On top of that, being authoritarian also helped these countries to stabilise their political landscape and therefore create a business environment which encouraged foreign investment to flow in. However, in Malaysia, it came at a tremendous and bloody price: the racial riots of 1969.
Key to this development model is the quality of the state. But it is difficult for these authoritarian regimes to maintain or improve their quality in the long run. Authoritarian order means that a lack of appropriate checks and balances for those in power leaves the system susceptible to corruption. At the same time, social and economic development gives rise to new needs and demands of accountability and integrity from the publics. As a result, political and social tensions emerge.
The East Asian developmental states approached this problem differently. Both South Korea and Taiwan had since democratised in 1980s and 1990s. Intense political competitions subjected those in power to greater checks and balances, and therefore reduced the most blatant forms of corruption.

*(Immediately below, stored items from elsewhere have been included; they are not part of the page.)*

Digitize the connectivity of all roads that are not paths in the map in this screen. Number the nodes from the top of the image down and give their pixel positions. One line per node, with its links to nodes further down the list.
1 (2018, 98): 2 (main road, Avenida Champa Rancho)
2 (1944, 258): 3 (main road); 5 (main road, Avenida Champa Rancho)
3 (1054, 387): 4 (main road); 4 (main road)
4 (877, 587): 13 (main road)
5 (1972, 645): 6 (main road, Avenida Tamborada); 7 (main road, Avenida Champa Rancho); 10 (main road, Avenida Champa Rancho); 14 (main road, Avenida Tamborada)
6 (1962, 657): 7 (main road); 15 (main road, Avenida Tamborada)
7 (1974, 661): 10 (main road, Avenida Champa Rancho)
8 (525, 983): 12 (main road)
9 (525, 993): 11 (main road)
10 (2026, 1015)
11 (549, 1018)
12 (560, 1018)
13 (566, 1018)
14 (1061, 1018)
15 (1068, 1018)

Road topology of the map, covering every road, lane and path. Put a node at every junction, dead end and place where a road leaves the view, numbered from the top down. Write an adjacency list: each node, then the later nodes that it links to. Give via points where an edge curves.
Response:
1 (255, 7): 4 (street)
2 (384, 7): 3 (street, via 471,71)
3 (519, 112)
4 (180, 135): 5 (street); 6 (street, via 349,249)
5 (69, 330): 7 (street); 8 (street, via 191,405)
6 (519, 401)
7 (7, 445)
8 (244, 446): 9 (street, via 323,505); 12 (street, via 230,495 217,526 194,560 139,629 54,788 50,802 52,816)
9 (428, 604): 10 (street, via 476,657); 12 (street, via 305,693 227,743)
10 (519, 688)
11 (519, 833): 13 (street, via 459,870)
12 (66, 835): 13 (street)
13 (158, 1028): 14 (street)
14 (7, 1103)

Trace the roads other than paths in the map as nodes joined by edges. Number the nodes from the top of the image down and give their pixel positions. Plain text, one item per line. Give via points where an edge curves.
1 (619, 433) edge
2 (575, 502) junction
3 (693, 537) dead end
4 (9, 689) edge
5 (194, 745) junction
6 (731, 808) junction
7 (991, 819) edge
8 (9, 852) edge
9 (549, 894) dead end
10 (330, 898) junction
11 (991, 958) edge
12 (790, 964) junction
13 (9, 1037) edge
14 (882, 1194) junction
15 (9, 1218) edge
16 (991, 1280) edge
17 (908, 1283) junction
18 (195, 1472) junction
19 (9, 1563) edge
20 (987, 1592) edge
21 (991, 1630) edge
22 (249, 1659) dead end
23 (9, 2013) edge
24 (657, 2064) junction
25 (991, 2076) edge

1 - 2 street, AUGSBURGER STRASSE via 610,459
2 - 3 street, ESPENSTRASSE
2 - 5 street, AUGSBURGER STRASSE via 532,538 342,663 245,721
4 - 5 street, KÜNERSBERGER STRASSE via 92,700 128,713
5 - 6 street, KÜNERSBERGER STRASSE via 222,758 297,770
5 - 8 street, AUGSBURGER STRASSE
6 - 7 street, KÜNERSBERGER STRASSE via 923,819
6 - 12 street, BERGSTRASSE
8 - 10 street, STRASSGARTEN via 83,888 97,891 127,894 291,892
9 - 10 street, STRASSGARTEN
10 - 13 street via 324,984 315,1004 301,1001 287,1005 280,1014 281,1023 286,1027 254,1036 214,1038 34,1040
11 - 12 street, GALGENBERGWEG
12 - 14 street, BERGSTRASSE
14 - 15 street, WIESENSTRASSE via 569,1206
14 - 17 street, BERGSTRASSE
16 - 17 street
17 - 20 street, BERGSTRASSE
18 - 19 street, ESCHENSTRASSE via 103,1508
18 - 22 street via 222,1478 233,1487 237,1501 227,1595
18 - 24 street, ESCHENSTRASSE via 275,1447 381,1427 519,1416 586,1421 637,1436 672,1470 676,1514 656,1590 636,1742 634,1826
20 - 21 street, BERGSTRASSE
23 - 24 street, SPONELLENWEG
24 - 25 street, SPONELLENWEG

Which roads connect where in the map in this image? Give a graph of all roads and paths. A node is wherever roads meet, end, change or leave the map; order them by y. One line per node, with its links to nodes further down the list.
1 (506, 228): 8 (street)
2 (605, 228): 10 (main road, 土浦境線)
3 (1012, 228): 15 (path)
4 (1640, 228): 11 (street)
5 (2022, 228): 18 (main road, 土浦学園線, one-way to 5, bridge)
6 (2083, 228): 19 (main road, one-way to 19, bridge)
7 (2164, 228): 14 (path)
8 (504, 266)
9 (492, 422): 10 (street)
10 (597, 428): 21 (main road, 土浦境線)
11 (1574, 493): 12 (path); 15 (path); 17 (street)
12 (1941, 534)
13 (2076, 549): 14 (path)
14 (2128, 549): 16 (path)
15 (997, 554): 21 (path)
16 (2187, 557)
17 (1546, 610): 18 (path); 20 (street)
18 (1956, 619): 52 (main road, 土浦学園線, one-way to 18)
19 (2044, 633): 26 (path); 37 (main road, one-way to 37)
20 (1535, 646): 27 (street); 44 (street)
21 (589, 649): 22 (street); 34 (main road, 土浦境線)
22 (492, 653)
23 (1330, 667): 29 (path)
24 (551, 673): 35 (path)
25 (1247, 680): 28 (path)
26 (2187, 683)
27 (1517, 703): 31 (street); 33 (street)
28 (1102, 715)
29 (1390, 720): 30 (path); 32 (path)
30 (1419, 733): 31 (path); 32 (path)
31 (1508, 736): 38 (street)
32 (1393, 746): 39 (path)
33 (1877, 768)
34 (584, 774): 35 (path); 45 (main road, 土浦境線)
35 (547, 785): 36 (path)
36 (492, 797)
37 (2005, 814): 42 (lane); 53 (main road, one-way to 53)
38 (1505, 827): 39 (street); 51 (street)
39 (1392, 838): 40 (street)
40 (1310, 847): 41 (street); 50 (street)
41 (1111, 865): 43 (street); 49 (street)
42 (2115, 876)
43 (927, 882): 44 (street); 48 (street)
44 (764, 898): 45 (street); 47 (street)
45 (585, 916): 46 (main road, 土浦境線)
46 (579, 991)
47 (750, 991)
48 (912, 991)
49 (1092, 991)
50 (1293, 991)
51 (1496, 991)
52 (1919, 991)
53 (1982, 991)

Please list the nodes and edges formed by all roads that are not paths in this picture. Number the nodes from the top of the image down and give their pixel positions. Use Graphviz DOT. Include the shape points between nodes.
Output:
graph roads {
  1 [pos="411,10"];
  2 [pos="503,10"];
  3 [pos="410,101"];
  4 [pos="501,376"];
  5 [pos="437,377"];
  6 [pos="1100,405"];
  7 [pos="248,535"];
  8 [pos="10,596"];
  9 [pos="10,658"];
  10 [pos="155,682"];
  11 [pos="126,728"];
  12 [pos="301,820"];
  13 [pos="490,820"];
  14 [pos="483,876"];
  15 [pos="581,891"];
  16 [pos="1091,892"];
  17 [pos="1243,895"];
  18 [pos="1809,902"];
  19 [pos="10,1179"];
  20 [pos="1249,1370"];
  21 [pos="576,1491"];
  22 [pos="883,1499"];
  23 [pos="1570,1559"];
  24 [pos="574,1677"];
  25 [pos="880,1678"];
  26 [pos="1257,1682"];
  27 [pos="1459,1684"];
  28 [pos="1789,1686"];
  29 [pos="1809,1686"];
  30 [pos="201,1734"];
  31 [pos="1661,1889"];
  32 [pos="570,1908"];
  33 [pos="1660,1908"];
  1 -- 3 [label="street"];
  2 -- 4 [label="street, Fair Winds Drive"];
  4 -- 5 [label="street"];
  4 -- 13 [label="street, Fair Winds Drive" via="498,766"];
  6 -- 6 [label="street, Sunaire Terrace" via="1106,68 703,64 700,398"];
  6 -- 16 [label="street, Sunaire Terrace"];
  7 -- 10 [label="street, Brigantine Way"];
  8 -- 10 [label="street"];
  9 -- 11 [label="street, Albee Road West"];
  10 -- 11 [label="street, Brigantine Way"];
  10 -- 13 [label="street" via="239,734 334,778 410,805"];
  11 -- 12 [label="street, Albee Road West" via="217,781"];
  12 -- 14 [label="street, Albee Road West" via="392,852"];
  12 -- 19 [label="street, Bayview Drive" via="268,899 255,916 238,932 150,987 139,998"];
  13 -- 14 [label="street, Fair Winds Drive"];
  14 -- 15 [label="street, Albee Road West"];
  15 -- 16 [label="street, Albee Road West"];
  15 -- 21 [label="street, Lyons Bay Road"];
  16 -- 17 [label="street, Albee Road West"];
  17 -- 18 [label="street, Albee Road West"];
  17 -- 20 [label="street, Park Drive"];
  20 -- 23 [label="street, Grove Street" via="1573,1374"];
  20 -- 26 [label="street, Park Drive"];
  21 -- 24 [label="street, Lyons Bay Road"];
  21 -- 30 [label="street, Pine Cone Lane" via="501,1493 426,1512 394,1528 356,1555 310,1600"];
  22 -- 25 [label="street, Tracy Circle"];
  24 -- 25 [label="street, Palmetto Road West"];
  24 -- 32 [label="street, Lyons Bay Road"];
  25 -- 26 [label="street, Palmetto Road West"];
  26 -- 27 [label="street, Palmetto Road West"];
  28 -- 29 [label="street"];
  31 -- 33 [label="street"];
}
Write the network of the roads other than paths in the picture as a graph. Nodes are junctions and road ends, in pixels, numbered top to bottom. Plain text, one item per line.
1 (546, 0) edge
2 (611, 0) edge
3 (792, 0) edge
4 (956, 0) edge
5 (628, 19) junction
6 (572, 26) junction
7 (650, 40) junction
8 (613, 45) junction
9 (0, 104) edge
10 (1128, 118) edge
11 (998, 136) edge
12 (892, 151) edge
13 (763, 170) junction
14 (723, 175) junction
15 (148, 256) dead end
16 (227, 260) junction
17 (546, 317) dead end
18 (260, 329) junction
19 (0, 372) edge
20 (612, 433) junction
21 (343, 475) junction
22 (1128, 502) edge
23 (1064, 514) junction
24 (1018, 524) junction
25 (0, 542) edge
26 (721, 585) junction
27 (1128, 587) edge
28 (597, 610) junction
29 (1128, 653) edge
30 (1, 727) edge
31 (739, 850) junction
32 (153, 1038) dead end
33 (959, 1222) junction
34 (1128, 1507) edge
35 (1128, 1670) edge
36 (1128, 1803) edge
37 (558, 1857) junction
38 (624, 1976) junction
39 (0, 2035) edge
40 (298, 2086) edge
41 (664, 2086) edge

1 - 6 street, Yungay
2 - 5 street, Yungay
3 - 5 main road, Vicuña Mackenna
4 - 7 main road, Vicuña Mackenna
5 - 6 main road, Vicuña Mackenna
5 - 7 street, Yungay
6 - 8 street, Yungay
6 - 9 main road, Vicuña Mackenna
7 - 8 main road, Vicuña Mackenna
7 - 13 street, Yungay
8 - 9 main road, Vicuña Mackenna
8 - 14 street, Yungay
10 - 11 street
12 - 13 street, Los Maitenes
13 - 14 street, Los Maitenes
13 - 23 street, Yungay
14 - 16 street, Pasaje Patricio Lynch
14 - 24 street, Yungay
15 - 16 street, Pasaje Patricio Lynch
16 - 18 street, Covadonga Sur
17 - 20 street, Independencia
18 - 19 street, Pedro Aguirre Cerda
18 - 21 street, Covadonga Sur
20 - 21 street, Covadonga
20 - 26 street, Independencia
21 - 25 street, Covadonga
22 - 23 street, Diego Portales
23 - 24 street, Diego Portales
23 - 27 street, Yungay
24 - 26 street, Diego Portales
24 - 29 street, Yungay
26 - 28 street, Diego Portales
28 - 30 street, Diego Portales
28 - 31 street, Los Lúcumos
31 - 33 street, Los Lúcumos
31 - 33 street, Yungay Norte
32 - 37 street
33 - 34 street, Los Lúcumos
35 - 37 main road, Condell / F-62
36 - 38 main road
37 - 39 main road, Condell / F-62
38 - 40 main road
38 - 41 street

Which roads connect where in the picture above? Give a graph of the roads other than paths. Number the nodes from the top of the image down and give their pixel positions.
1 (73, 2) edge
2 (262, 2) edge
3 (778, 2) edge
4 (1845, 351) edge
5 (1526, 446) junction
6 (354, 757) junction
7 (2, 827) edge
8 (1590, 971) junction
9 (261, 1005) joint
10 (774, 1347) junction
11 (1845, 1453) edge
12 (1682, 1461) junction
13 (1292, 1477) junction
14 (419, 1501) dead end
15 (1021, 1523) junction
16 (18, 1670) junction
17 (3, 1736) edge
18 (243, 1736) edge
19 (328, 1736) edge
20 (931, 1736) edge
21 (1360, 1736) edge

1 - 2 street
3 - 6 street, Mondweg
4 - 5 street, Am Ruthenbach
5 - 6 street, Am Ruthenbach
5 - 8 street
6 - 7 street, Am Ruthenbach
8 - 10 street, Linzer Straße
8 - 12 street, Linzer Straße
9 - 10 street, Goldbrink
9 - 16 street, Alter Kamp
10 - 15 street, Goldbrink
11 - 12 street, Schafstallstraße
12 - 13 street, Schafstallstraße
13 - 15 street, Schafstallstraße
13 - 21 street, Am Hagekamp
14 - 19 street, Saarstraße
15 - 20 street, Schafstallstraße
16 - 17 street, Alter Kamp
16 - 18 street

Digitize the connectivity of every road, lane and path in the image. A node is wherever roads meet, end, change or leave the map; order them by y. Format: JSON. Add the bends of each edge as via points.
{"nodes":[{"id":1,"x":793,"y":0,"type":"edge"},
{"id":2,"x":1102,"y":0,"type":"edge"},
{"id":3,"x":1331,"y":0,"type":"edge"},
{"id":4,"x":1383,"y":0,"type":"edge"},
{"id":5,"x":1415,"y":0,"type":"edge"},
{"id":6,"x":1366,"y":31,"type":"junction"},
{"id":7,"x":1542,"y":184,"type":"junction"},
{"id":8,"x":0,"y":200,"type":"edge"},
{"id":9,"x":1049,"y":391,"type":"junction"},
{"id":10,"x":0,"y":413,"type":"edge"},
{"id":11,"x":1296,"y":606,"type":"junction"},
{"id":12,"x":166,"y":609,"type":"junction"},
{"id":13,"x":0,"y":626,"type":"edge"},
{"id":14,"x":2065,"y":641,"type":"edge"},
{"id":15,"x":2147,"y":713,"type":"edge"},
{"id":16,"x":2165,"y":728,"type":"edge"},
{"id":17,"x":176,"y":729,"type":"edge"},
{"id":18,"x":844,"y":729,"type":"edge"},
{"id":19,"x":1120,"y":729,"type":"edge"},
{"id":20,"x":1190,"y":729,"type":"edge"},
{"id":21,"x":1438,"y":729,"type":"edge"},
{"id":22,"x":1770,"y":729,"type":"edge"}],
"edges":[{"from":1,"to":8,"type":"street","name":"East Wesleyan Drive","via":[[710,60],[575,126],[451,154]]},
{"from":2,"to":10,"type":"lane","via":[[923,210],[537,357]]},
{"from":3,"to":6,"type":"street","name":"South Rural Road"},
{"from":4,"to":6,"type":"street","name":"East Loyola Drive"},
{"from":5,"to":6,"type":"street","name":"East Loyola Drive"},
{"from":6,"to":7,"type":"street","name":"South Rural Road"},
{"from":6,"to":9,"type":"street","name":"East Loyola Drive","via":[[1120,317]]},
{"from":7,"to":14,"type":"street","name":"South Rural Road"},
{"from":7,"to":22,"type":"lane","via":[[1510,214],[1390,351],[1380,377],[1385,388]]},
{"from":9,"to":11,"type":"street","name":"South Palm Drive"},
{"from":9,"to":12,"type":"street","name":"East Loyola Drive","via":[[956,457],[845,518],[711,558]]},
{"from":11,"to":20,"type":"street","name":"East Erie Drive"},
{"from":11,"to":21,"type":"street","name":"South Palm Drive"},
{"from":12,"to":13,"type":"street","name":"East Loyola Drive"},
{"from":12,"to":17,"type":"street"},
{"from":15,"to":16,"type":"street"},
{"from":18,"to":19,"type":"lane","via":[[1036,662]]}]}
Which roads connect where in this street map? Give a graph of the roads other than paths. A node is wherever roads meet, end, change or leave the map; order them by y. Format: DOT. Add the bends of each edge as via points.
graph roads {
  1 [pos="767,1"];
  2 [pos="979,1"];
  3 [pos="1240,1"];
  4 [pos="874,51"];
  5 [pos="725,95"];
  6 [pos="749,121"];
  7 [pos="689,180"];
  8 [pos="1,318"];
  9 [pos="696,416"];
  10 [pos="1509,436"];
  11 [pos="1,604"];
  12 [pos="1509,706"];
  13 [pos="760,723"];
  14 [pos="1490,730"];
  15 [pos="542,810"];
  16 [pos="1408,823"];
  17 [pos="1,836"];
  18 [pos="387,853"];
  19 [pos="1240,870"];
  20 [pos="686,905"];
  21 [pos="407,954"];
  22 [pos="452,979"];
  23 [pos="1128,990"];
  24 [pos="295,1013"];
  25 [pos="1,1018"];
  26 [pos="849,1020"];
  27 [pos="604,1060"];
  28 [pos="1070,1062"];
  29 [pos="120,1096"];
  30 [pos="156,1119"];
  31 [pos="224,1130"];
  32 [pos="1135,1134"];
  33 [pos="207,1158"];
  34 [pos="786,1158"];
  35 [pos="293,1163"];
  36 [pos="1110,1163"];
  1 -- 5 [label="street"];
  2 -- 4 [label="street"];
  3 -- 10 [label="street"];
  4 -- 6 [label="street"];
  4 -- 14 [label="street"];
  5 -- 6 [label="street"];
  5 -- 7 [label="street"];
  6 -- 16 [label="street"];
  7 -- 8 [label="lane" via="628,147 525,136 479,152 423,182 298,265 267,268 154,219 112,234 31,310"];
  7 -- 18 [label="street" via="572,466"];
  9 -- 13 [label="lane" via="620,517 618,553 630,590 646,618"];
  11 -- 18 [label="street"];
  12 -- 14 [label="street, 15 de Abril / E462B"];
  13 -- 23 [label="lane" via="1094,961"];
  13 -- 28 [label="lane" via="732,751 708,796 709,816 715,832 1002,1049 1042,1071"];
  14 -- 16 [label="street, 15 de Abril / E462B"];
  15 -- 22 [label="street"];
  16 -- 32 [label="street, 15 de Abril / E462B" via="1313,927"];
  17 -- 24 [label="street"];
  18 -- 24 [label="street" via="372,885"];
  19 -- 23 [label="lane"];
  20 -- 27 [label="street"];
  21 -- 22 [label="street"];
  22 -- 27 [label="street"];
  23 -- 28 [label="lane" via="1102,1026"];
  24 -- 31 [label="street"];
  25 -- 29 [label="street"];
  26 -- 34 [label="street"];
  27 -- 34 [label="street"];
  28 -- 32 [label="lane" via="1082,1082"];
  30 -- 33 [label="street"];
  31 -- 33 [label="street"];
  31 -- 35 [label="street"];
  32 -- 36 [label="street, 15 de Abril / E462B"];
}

Singapore, meanwhile, is an outlier. Despite not much progress in terms of democratisation, the city state has been outstanding in eliminating corruption. Many would point to the tough law and the high salaries of politicians and civil servants for the reason behind low corruption in the country. But exactly how Singaporean leaders could be disciplined despite no strong institutional checks and balances is still subject to debate, although this could possibly relate to their strong desire to guarantee Singapore’s survival in the international market and the region.
Malaysia is stuck in the middle. Not only is it in the middle-income trap, but it is also wrestling between authoritarianism and democracy. The quality of its institutions, including its cabinet system, parliament and judiciary, has been on the decline and they cannot mount any effective checks and balances against UMNO, the dominant ruling party. Resultantly, corruption and patronage are widespread in the government.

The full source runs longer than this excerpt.